§ **PROBLEM TO SOLVE**
The required answer is every line of the data containing the word "numbered".

§ **MATERIAL SUPPLIED**

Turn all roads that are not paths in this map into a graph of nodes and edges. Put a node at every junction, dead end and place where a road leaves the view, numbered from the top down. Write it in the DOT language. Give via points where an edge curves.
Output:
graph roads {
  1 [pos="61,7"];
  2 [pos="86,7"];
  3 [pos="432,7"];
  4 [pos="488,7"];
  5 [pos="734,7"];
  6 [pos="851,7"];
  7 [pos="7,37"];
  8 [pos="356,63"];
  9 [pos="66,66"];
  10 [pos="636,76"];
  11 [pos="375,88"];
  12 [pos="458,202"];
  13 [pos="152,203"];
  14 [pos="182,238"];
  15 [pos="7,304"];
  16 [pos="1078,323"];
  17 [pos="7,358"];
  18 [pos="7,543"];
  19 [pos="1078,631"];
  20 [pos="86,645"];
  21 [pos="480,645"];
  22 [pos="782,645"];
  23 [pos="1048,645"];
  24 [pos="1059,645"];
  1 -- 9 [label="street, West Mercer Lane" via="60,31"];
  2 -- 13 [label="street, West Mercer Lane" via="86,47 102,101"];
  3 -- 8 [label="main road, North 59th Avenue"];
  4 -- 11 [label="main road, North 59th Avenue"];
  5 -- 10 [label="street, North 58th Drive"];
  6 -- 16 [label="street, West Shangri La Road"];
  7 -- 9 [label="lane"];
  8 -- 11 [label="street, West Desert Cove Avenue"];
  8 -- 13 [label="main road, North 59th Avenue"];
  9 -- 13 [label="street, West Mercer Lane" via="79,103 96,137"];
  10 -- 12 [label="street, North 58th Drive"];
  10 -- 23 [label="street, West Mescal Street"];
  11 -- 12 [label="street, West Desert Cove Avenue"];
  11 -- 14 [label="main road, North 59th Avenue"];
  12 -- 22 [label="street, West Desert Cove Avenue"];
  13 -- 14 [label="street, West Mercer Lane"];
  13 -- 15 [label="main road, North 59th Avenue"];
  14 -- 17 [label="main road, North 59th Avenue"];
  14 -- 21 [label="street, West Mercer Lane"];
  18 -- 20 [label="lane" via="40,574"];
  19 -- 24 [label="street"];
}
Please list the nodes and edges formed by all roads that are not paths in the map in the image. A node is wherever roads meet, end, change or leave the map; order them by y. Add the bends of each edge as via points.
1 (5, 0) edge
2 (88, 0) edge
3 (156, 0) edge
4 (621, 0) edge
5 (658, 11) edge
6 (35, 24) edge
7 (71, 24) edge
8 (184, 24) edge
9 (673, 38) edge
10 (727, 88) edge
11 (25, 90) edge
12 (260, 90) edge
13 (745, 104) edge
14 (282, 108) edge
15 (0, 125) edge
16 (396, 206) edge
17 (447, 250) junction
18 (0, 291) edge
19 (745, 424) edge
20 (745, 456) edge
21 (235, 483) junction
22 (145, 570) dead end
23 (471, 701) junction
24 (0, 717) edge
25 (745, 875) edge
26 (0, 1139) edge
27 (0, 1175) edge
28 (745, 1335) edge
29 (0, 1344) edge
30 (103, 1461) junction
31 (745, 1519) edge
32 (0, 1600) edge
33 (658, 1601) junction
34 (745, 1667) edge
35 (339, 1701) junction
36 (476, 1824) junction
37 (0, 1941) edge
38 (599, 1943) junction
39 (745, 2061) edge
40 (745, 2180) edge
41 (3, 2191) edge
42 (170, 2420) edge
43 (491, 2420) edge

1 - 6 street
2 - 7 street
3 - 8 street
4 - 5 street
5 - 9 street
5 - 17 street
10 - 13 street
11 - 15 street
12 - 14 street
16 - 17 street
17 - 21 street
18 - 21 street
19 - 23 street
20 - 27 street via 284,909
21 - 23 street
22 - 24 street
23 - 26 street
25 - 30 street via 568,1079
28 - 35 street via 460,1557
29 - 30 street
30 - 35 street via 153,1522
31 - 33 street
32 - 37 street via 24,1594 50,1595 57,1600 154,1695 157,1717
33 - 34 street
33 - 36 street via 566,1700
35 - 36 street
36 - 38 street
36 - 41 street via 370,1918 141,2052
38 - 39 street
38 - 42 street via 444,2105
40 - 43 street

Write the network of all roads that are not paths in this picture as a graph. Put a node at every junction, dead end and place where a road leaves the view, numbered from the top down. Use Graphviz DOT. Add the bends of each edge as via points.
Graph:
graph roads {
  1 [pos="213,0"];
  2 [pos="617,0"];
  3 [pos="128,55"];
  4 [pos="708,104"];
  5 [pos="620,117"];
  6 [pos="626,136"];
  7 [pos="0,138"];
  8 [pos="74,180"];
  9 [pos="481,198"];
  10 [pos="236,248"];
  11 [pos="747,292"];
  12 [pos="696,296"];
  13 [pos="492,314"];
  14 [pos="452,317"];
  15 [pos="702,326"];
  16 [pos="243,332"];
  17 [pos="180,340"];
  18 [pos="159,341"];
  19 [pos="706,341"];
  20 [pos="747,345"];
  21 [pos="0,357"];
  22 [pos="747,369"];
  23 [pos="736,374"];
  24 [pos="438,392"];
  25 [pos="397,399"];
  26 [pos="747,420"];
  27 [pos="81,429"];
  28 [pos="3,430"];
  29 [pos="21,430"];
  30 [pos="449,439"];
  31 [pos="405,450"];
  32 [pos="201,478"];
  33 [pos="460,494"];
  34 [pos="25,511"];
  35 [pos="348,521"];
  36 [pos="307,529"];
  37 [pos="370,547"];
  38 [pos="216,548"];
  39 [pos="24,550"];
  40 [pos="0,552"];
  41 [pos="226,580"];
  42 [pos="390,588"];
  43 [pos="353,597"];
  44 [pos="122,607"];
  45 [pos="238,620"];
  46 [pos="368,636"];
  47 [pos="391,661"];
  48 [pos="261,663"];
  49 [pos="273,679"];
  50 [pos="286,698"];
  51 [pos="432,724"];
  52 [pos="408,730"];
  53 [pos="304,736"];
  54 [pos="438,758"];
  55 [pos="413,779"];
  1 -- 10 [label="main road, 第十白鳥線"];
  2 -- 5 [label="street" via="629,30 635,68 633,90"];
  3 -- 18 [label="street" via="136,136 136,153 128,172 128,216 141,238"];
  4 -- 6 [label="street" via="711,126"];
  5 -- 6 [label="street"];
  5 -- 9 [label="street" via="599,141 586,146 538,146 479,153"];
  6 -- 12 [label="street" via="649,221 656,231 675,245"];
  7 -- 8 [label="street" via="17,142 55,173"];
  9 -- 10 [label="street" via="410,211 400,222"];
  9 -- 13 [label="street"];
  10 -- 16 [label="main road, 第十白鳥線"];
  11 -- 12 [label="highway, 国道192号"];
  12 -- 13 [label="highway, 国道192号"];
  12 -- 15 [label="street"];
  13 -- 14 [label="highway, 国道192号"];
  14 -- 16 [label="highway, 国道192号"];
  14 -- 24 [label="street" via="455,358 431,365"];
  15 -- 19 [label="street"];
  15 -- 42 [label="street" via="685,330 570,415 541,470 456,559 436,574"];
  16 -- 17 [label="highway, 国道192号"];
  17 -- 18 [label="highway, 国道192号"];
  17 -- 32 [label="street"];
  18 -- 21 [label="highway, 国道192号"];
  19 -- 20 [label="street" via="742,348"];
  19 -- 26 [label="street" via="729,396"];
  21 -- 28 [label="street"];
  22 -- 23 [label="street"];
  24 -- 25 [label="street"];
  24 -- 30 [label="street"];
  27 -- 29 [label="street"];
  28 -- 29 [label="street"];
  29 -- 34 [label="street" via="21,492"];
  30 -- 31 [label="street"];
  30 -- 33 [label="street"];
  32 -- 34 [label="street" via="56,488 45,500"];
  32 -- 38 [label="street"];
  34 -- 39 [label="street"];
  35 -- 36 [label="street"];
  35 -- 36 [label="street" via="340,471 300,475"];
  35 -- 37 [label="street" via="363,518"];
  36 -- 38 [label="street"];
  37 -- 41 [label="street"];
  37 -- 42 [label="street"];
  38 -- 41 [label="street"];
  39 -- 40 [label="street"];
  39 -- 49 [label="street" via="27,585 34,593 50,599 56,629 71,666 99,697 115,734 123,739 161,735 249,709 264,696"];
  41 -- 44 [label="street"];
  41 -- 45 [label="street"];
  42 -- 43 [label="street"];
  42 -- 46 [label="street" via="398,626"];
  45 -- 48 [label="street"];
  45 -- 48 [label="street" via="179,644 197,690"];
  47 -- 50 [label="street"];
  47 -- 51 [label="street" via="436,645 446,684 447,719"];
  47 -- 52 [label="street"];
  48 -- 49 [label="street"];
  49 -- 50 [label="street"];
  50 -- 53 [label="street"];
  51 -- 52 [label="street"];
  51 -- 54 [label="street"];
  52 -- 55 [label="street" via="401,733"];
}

§ **FINISHED TASK**
Turn all roads that are not paths in this map into a graph of nodes and edges. Put a node at every junction, dead end and place where a road leaves the view, numbered from the top down. Write it in the DOT language. Give via points where an edge curves.
Write the network of all roads that are not paths in this picture as a graph. Put a node at every junction, dead end and place where a road leaves the view, numbered from the top down. Use Graphviz DOT. Add the bends of each edge as via points.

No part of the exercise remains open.